D’aucuns argumentent que l’hyperinflation naît de la dévaluation d’une monnaie vis-à-vis de ses pairs. Et qu’attendu que tous les Etats doivent aujourd’hui payer la facture du Covid-19, le recours aux banques centrales pour ce faire est forcément indolore. Pas de dévaluation monétaire, donc pas de risque d’hyperinflation? Personnellement, je n’y crois pas trop. C’est vrai que nous n’avons jamais connu dans l’Histoire de période d’hyperinflation mondiale. Mais imaginez que cette monnaie «hélicoptère» dont on parle beaucoup aujourd’hui soit effectivement mise en œuvre presqu’exclusivement par de l’argent qui tombe du ciel, et ce , partout dans le monde, à l’instar du chèque de 1000 dollars que le président Trump a envoyé à chaque citoyen américain.  Quel serait votre premier réflexe? Pour ma part, je m’empresserai de convertir cette manne en biens et services réels, contribuant ainsi à leur renchérissement.

Partout dans le monde, les banques centrales font exploser la masse monétaire. Au sein des pays développés, celle-ci a quintuplé depuis la crise de 2008. Depuis l’apparition du Coronavirus, le bilan de la Fed est passé de 4000 à plus de 7000 milliards de dollars. Les banques centrales se sentent encouragées par l’absence de conséquences inflationnistes de leurs politiques ultra-expansives.

Mais gare, l’inflation truande, c’est comme la bouteille de ketchup que l’on secoue désespérément sur son assiette. Inattendu, l’épilogue est souvent brutal.

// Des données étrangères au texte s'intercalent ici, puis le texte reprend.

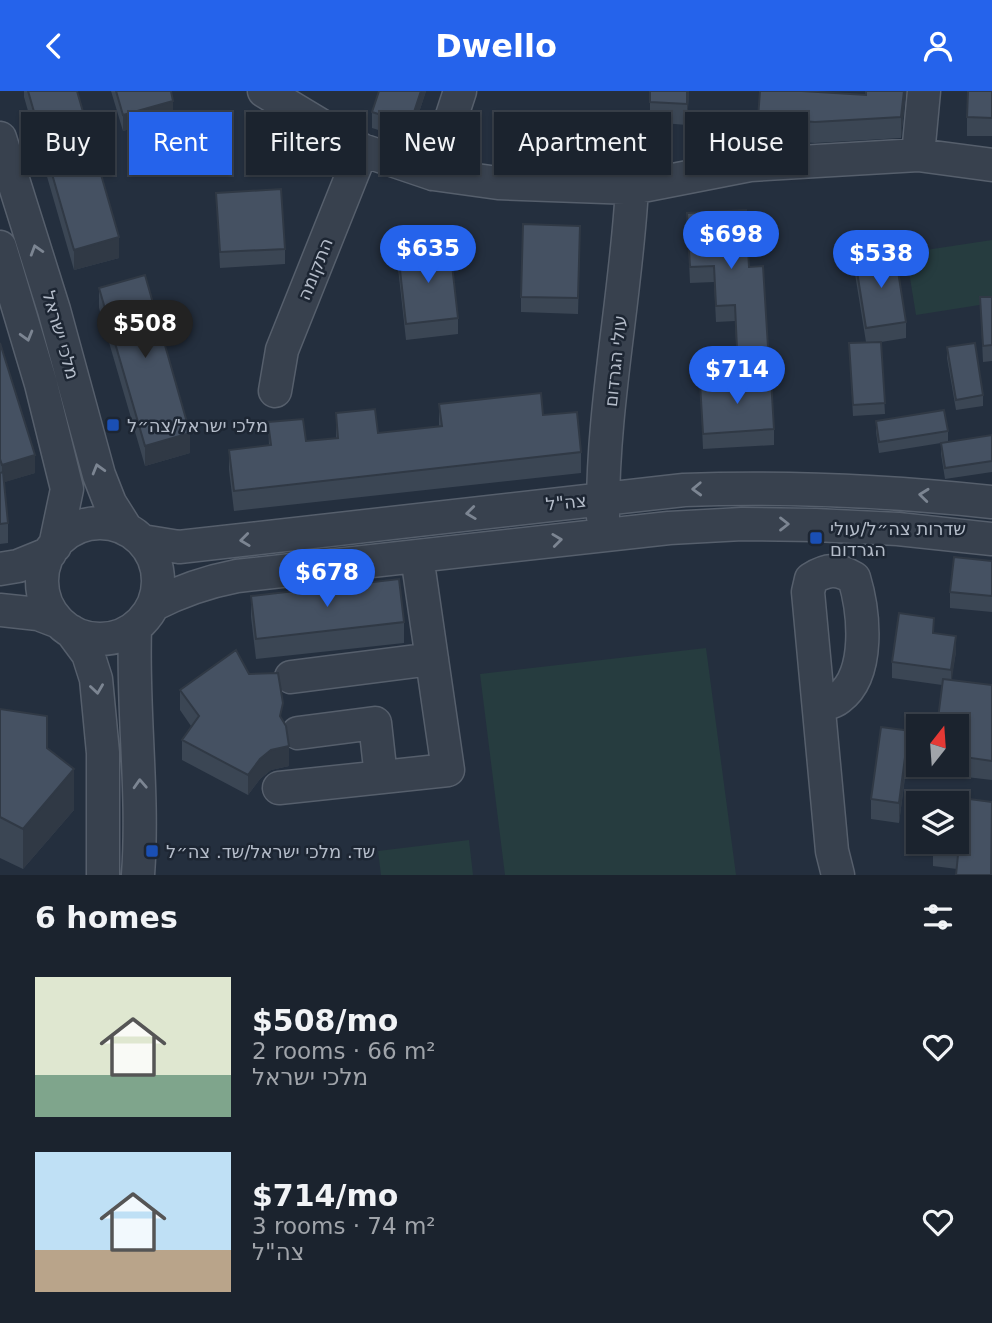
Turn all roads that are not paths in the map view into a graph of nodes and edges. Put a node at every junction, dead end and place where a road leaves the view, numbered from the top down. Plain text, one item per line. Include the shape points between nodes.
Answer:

Au fait… si vous ne l’avez pas déjà fait pendant le confinement, je vous invite à voir ou revoir le film Le bon, la brute et le truand. Sans trop vouloir jouer les «spoilers» qui vous racontent la fin du film dans ce cimetière de Sad Hill devenu lieu culte de tous les cinéphiles passionnés de Western spaghettis, laissez-moi tout de même vous dire que le bon Clint Eastwood repart évidemment vivant du duel entre les 3 vedettes, mais … qu’entre la brute et le truand, ce n’est pas celui que l’on pourrait croire qui finit dans la tombe.

 

 

[1] Non Accelerating Inflation Rate of Unemployment, soit le taux de chômage qui prévaut lorsque l’économie est au plein emploi, sans connaître de pressions inflationnistes.
[2] Le 23 décembre 1973, l'OPAEP décide de doubler le prix du pétrole brut à 11,6 dollars le baril. Un mois plus tard, le prix du baril sera de quatre fois supérieur à ce qu'il était un an auparavant.